WEST BANK: Karim Younis, a Palestine man hailed by supporters as the “dean of Palestinian prisoners”, said Thursday he was proud after being released from 40 years behind bars for killing a soldier.
With a black and white keffiyeh wrapped around his shoulders, 64-year-old Younis was met by hundreds of supporters singing the Palestinian national anthem in his home village of Ara in northern Israel.
“Every prisoner’s story is the story of an entire people and I am proud to be one of those who sacrificed for Palestine,” said Younis.
He was convicted in 1983 for the murder three years earlier of an Israeli soldier, Avraham Bromberg, in the occupied Golan Heights. His death sentence was commuted to a 40-year jail term.
“40 years have passed as if they were nothing, because we consider this to be one of the main pillars of the struggle,” said Younis, who was carried through the village while holding a Palestinian flag.
Younis is part of Israel’s Arab minority, many of whom identify as Palestinians.
His decades in prison made him the longest-serving Palestinian detainee, either from Israel or the occupied Palestinian territories, according to the Palestinian Prisoners’ Club advocacy group.

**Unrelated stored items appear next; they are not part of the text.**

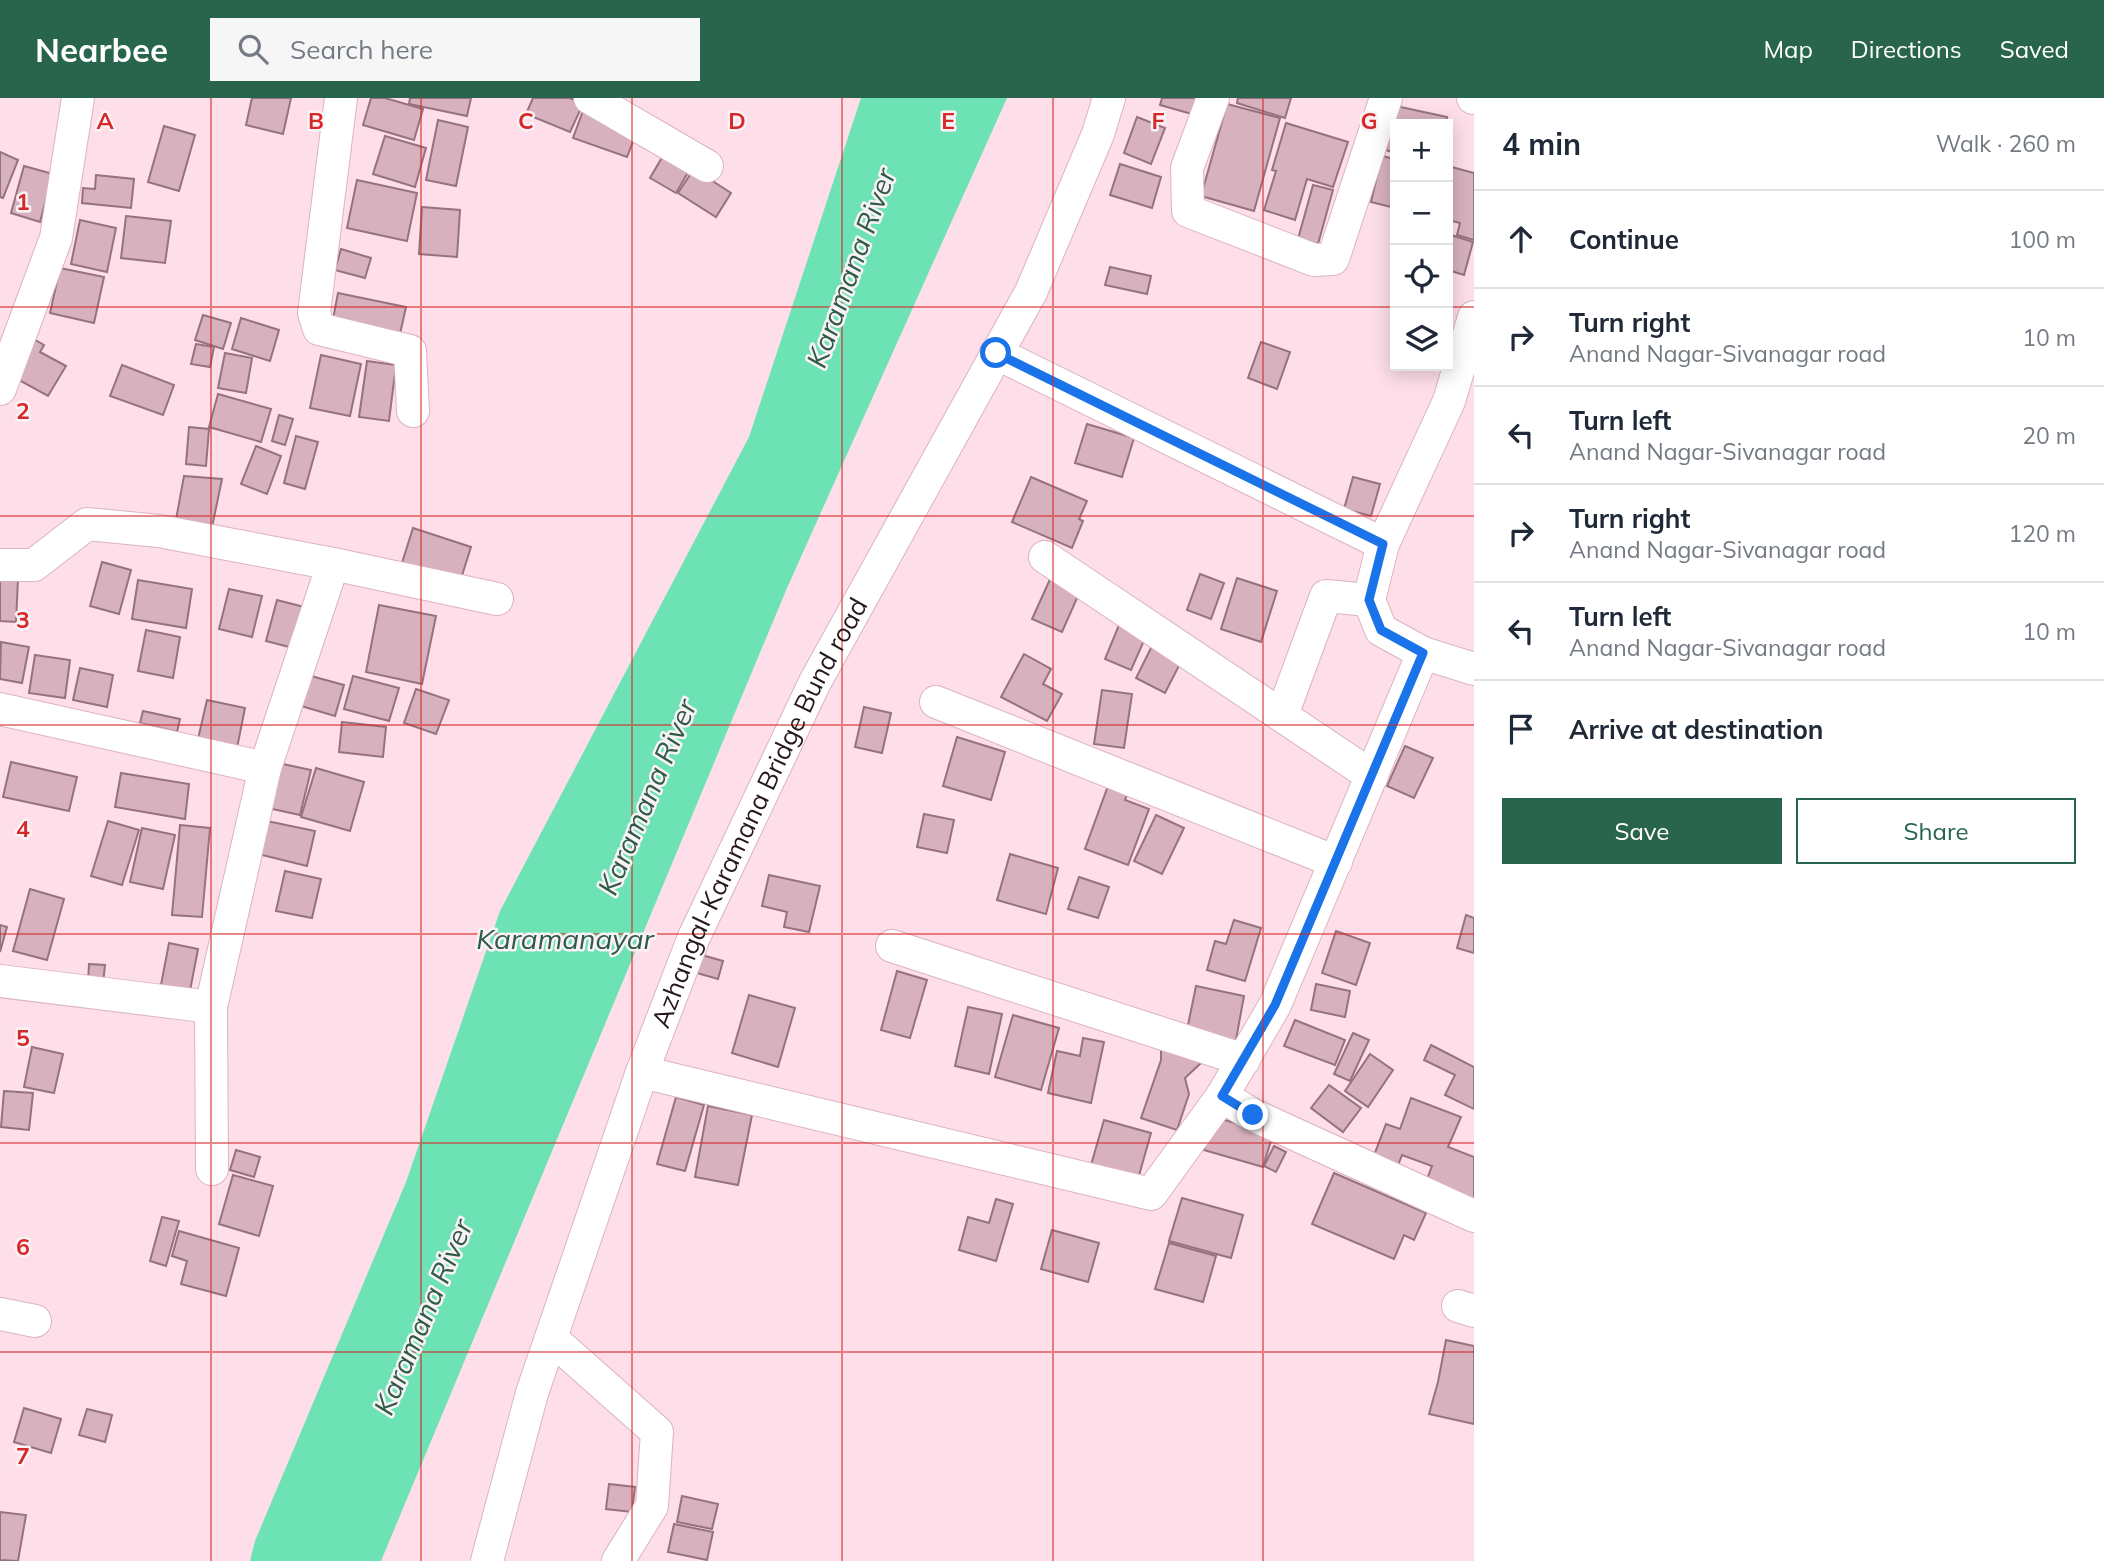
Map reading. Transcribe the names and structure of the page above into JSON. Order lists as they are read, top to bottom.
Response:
{
  "streets": {
    "street": ["Azhangal-Karamana Bridge Bund road"]
  },
  "water": ["Karamana River", "Karamanayar"],
  "page": {
    "header": "Nearbee",
    "search": "Search here",
    "nav": ["Map", "Directions", "Saved"],
    "heading": ["4 min", "Walk · 260 m"],
    "map_buttons": ["+", "−"],
    "list": [
      ["Continue", "100 m"],
      ["Turn right", "Anand Nagar-Sivanagar road", "10 m"],
      ["Turn left", "Anand Nagar-Sivanagar road", "20 m"],
      ["Turn right", "Anand Nagar-Sivanagar road", "120 m"],
      ["Turn left", "Anand Nagar-Sivanagar road", "10 m"],
      "Arrive at destination"
    ],
    "buttons": ["Save", "Share"]
  },
  "grid": {
    "columns": [
      "A",
      "B",
      "C",
      "D",
      "E",
      "F",
      "G"
    ],
    "rows": [
      "1",
      "2",
      "3",
      "4",
      "5",
      "6",
      "7"
    ]
  }
}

The organisation said Younis was among a group of prisoners up for release a decade ago as part of a deal mediated by the then-US secretary of state John Kerry, but the negotiations ultimately collapsed.
Younis’s brother said his joy was “unlimited” but “incomplete” as their parents died during his sibling’s detention.

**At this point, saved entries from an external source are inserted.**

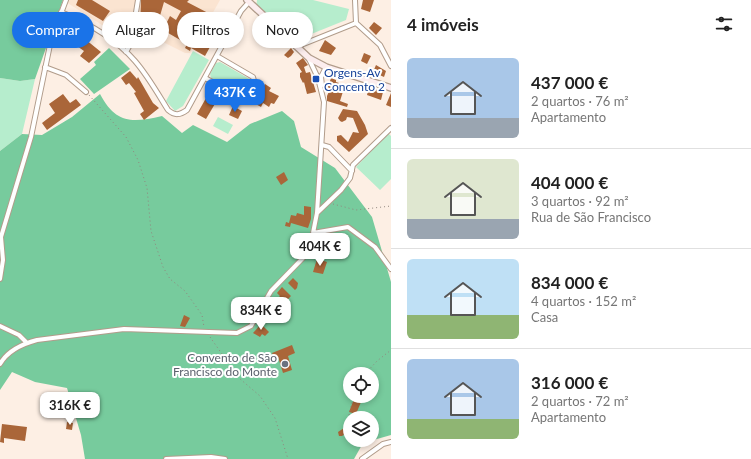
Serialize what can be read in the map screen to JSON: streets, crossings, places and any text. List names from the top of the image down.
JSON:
{
  "places": {
    "transit": ["Orgens-Av Concento 2"],
    "other": ["Convento de São Francisco do Monte"]
  },
  "page": {
    "heading": "4 imóveis",
    "chip": [
      "Comprar",
      "Alugar",
      "Filtros",
      "Novo"
    ],
    "list": [
      {
        "name": "437 000 €",
        "note": "2 quartos · 76 m² · Apartamento"
      },
      {
        "name": "404 000 €",
        "note": "3 quartos · 92 m² · Rua de São Francisco"
      },
      {
        "name": "834 000 €",
        "note": "4 quartos · 152 m² · Casa"
      },
      {
        "name": "316 000 €",
        "note": "2 quartos · 72 m² · Apartamento"
      }
    ],
    "price": [
      "437K €",
      "404K €",
      "834K €",
      "316K €"
    ]
  }
}
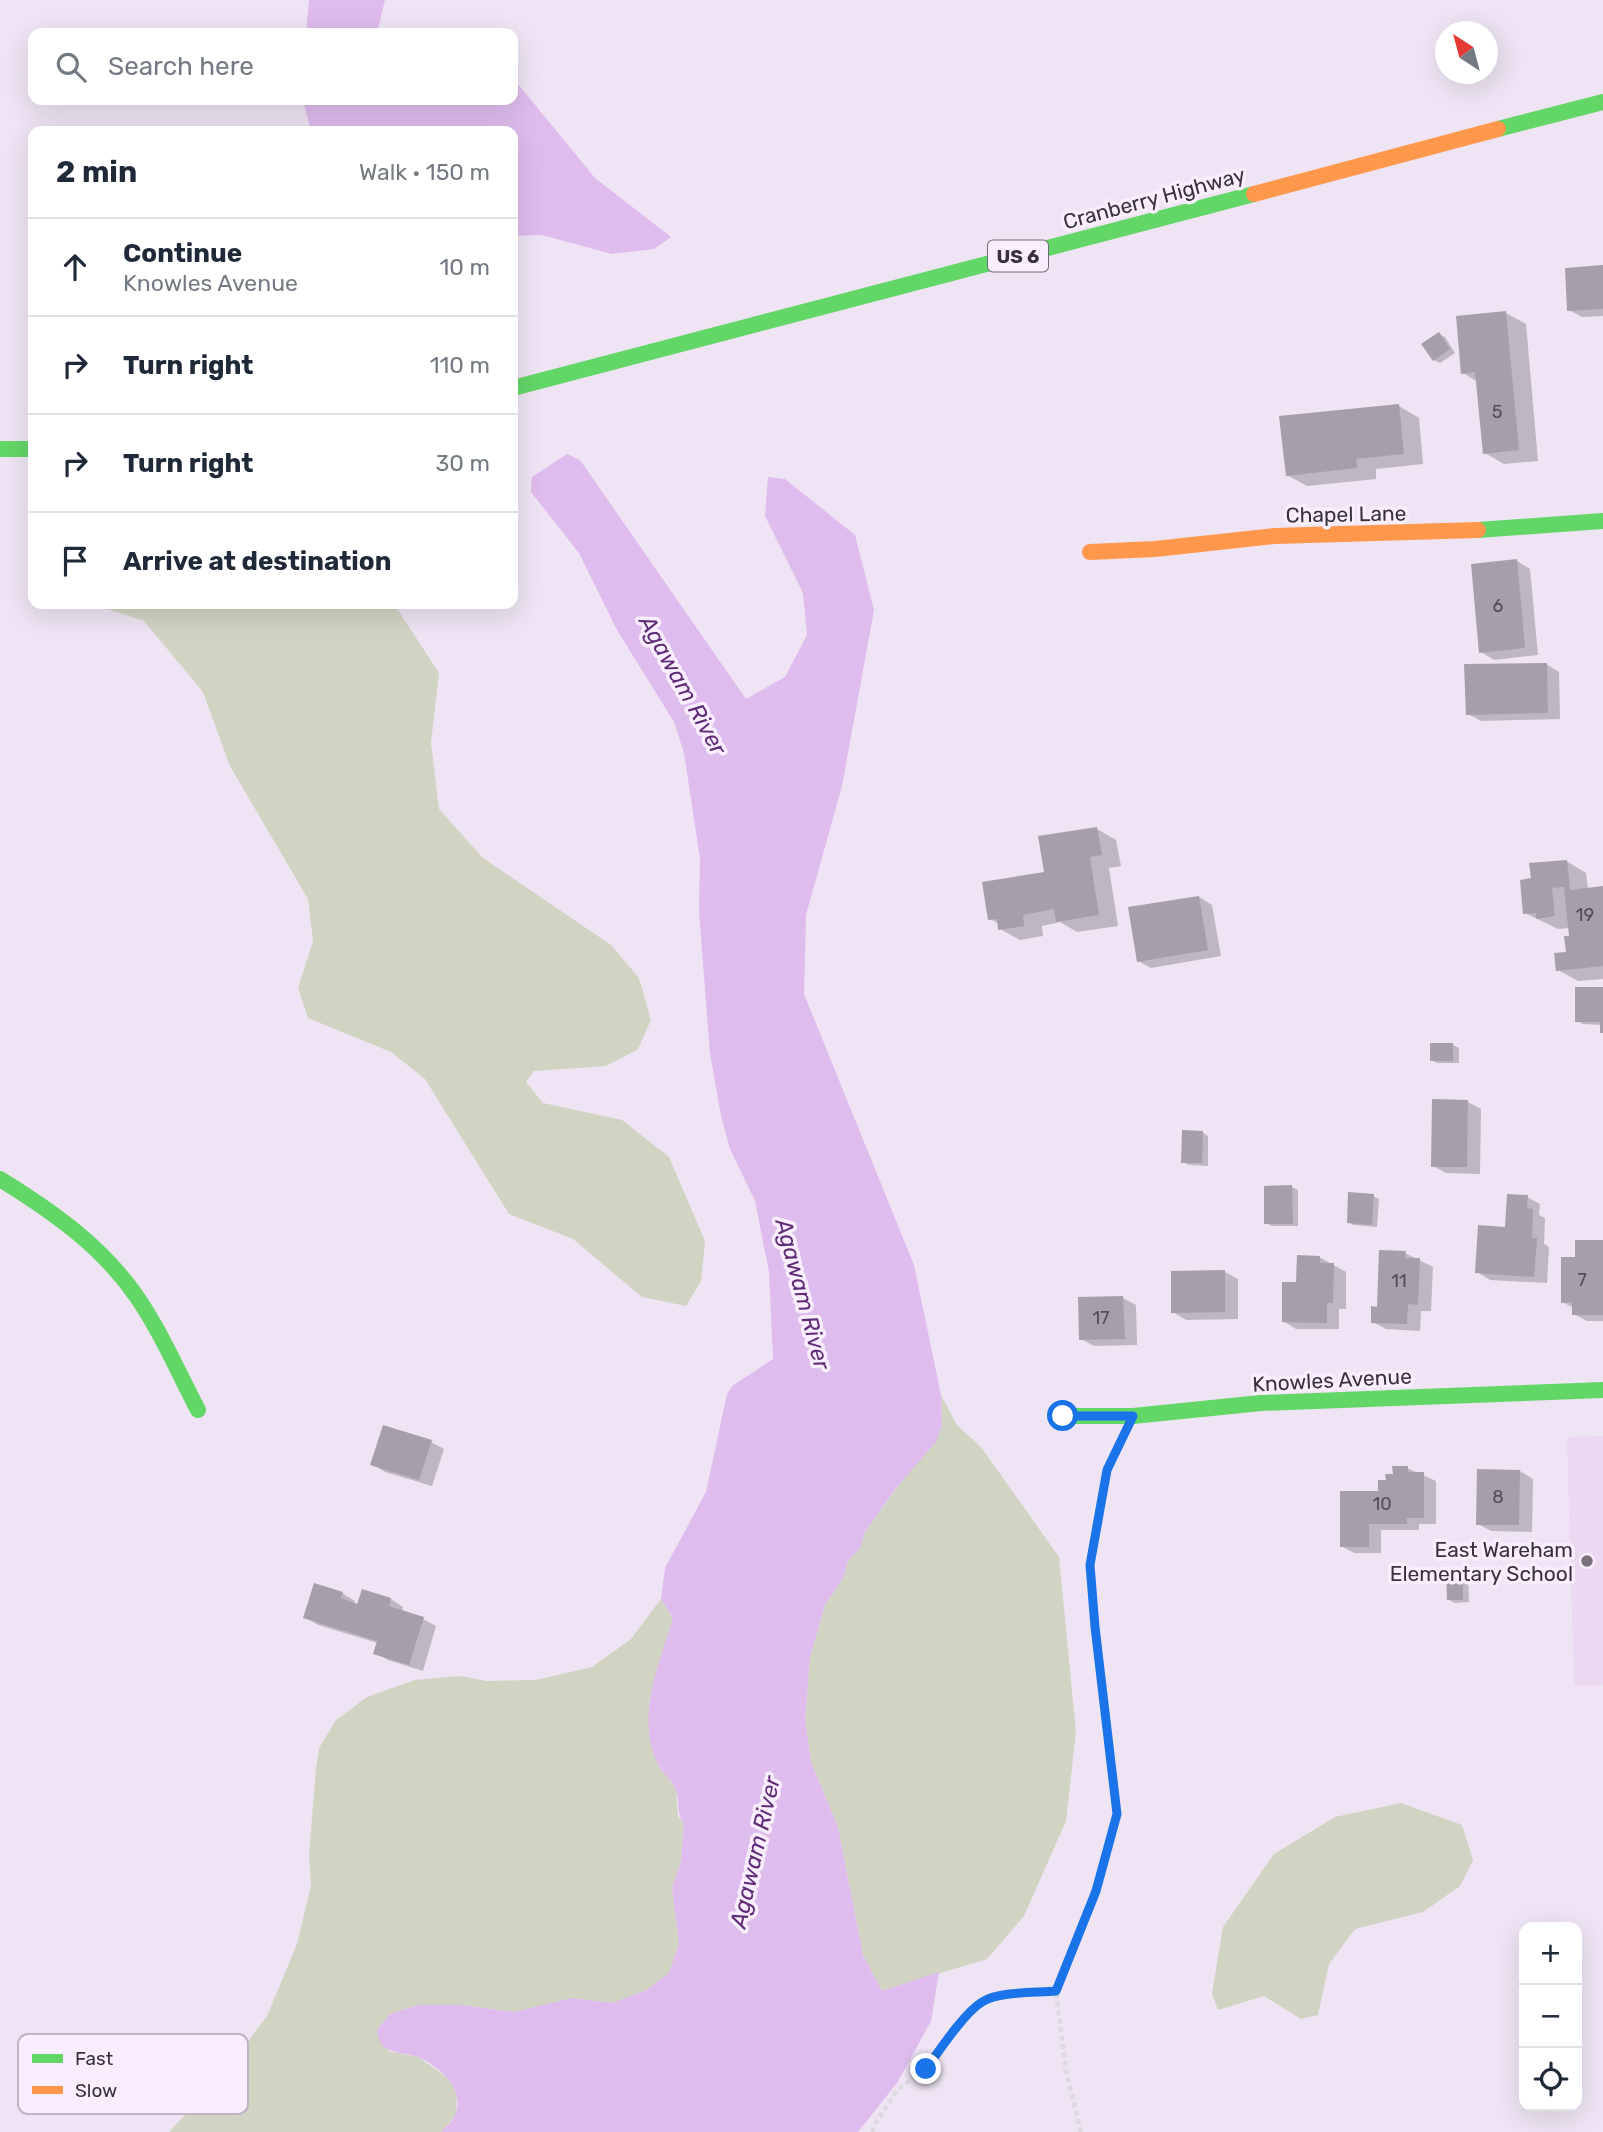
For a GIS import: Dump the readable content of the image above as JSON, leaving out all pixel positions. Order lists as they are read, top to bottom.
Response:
{
  "streets": {
    "street": [
      "Cranberry Highway",
      "US 6",
      "Chapel Lane",
      "Knowles Avenue"
    ]
  },
  "water": ["Agawam River"],
  "places": ["East Wareham Elementary School"],
  "house_numbers": [
    "5",
    "6",
    "19",
    "7",
    "11",
    "17",
    "8",
    "10"
  ],
  "legend": ["Fast", "Slow"],
  "north": "top left",
  "page": {
    "search": "Search here",
    "heading": ["2 min", "Walk · 150 m"],
    "list": [
      ["Continue", "Knowles Avenue", "10 m"],
      ["Turn right", "110 m"],
      ["Turn right", "30 m"],
      "Arrive at destination"
    ],
    "map_buttons": ["+", "−"]
  }
}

“His hair and wrinkles have changed, but his resilience increased and multiplied dozens of times,” Nadem Younis told AFP.
Younis was released before dawn on Thursday and left by prison authorities at the side of the road in Raanana, a central Israeli city near the prison, the Palestinian Prisoners’ Club said.

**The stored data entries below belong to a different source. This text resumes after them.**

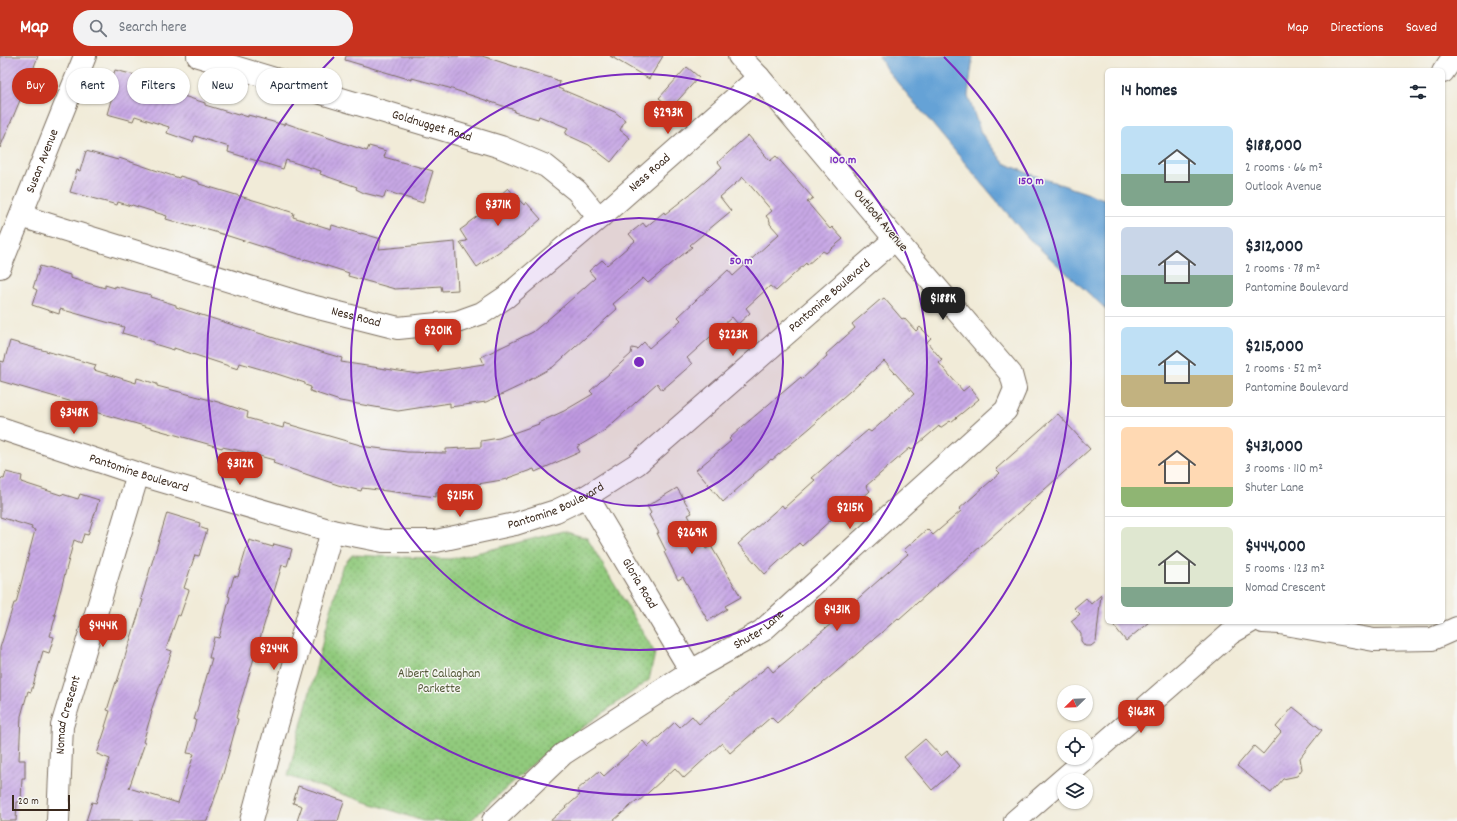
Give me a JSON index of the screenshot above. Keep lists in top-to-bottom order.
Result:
{
  "streets": {
    "street": [
      "Goldnugget Road",
      "Susan Avenue",
      "Ness Road",
      "Outlook Avenue",
      "Pantomine Boulevard",
      "Gloria Road",
      "Shuter Lane",
      "Nomad Crescent"
    ]
  },
  "crossings": [
    ["Goldnugget Road", "Ness Road"],
    ["Susan Avenue", "Ness Road"],
    ["Ness Road", "Outlook Avenue"],
    ["Outlook Avenue", "Pantomine Boulevard"],
    ["Outlook Avenue", "Shuter Lane"],
    ["Pantomine Boulevard", "Gloria Road"],
    ["Pantomine Boulevard", "Nomad Crescent"],
    ["Gloria Road", "Shuter Lane"]
  ],
  "parks": ["Albert Callaghan Parkette"],
  "scale_bar": "20 m",
  "north": "bottom left",
  "page": {
    "header": "Map",
    "search": "Search here",
    "nav": ["Map", "Directions", "Saved"],
    "chip": [
      "Buy",
      "Rent",
      "Filters",
      "New",
      "Apartment"
    ],
    "heading": "14 homes",
    "price": [
      "$293K",
      "$371K",
      "$188K",
      "$201K",
      "$223K",
      "$348K",
      "$312K",
      "$215K",
      "$215K",
      "$269K",
      "$431K",
      "$444K",
      "$244K",
      "$163K"
    ],
    "list": [
      {
        "name": "$188,000",
        "note": "2 rooms · 66 m² · Outlook Avenue"
      },
      {
        "name": "$312,000",
        "note": "2 rooms · 78 m² · Pantomine Boulevard"
      },
      {
        "name": "$215,000",
        "note": "2 rooms · 52 m² · Pantomine Boulevard"
      },
      {
        "name": "$431,000",
        "note": "3 rooms · 110 m² · Shuter Lane"
      },
      {
        "name": "$444,000",
        "note": "5 rooms · 123 m² · Nomad Crescent"
      }
    ],
    "scale": "20 m"
  },
  "rings": ["100 m", "150 m", "50 m"]
}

His cousin, Maher Younis, was also jailed over the soldier’s killing and is expected to be freed within weeks.
Israeli Interior Minister Aryeh Deri wrote to the state prosecutor on Tuesday requesting a legal opinion on revoking the citizenship of the two men.
“Stripping their citizenship will be an important message for those who have become symbols for their terrorist acts,” Deri wrote.
Karim Younis’s lawyer told AFP his client does not hold another nationality.